Abstract
The increasing threat of insider attacks has resulted in a correlated increase in incentives to monitor trusted insiders. Measures of volumes of access, detailed background checks, and statistical characterizations of employee behaviors are all commonly used to mitigate the insider threat. These traditional approaches usually rely on supervised learning models or case studies to determine the critical features or attributes that can be used as indicators. Such approaches require labeled data for correct characterization of the threat. Yet regardless of the incentives to detect the insider threat, the incentives to share detailed labeled data on successful malicious insiders have proven inadequate. To address this challenging data environment, we developed an innovative approach that captures the temporal evolution of user-system interactions, to create an unsupervised learning framework to detect high-risk insider behaviors. Our method is based on the analysis of a bipartite graph of user and system interactions.
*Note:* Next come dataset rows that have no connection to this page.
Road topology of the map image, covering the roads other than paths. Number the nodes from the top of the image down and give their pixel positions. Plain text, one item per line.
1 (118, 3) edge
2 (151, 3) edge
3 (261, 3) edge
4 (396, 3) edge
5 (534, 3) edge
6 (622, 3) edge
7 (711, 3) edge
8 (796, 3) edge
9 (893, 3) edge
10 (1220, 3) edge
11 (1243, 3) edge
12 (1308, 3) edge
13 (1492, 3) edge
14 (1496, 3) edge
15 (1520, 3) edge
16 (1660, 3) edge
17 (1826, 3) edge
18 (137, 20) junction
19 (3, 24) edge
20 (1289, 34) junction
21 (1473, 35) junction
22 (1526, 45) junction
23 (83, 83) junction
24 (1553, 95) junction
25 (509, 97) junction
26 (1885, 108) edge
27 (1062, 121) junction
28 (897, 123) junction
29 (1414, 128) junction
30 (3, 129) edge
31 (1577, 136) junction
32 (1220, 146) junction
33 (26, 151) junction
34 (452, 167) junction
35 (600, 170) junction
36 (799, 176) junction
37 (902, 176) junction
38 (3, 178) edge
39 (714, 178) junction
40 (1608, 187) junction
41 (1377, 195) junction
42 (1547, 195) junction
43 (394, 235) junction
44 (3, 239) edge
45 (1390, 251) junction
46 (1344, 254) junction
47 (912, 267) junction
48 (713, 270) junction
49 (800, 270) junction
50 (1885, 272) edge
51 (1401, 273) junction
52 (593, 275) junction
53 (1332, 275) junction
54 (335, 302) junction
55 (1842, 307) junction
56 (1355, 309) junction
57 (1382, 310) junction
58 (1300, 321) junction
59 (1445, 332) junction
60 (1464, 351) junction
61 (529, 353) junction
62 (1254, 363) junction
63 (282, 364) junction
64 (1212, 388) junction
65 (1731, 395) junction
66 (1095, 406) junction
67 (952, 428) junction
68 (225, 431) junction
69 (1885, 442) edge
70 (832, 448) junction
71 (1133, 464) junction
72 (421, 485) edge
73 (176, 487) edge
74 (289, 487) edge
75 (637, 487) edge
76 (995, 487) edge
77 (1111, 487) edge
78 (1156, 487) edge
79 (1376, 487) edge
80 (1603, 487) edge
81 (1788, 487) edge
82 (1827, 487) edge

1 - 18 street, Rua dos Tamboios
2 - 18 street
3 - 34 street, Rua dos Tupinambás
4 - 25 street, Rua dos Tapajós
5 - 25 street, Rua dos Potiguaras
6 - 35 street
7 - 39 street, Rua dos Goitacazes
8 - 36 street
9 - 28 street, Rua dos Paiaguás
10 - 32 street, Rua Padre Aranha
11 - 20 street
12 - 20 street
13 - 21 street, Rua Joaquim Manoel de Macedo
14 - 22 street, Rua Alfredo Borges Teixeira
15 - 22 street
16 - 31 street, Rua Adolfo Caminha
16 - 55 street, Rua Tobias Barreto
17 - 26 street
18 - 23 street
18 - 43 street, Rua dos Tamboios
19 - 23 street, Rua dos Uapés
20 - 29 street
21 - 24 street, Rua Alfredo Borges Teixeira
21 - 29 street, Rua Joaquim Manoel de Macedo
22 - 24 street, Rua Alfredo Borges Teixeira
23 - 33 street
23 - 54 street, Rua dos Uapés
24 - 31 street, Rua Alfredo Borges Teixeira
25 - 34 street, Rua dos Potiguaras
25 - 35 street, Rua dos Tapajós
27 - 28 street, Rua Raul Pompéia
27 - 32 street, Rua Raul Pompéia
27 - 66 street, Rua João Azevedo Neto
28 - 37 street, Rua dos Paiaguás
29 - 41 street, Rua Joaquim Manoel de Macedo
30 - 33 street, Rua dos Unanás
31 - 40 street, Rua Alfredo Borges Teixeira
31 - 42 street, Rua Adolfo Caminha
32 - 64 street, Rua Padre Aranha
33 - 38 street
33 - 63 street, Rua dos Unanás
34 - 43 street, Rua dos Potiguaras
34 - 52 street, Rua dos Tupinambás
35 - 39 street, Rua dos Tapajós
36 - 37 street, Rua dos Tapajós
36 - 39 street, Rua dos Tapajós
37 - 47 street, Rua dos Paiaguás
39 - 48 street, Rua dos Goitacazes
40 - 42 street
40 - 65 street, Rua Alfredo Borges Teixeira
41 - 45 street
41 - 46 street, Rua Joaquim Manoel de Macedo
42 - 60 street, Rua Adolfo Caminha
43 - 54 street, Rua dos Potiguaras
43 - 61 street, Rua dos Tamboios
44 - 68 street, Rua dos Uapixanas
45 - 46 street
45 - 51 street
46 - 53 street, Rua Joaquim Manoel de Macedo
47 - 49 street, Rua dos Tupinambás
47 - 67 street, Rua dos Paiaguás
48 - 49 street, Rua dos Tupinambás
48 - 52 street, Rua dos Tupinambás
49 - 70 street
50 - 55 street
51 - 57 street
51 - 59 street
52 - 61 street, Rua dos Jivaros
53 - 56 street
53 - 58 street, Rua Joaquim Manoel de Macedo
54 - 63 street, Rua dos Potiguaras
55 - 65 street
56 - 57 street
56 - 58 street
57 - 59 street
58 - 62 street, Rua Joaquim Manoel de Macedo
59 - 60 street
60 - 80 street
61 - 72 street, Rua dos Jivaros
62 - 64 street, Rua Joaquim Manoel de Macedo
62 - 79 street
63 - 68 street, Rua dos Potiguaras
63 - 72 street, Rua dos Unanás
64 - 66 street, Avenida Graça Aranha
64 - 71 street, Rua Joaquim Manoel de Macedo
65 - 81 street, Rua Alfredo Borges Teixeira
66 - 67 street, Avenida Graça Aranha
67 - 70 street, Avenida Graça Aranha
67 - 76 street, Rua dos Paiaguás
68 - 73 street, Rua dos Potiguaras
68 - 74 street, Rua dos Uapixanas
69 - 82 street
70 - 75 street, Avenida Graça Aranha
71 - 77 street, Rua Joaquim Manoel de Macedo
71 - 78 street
The graph mining method detects increases in potential insider threat events following precipitating events, e.g., a limited restructuring. We apply our method to a dataset that comprises interactions between engineers and components in a software version control system spanning 22 years, and automatically detect statistically significant events. We find that there is statistically significant evidence for increasing anomalies in the committing behavior after precipitating events. Although these findings do not constitute detection of insider threat events per se, they reinforce the idea that insider operations can be motivated by the insiders’ environment and detected with the proposed method. We compare our results with algorithms based on volume-dependent statistics showing that our proposed framework outperforms those measures. This graph mining method has potential for early detection of insider threat behavior from user-system interactions, which could enable quicker mitigation.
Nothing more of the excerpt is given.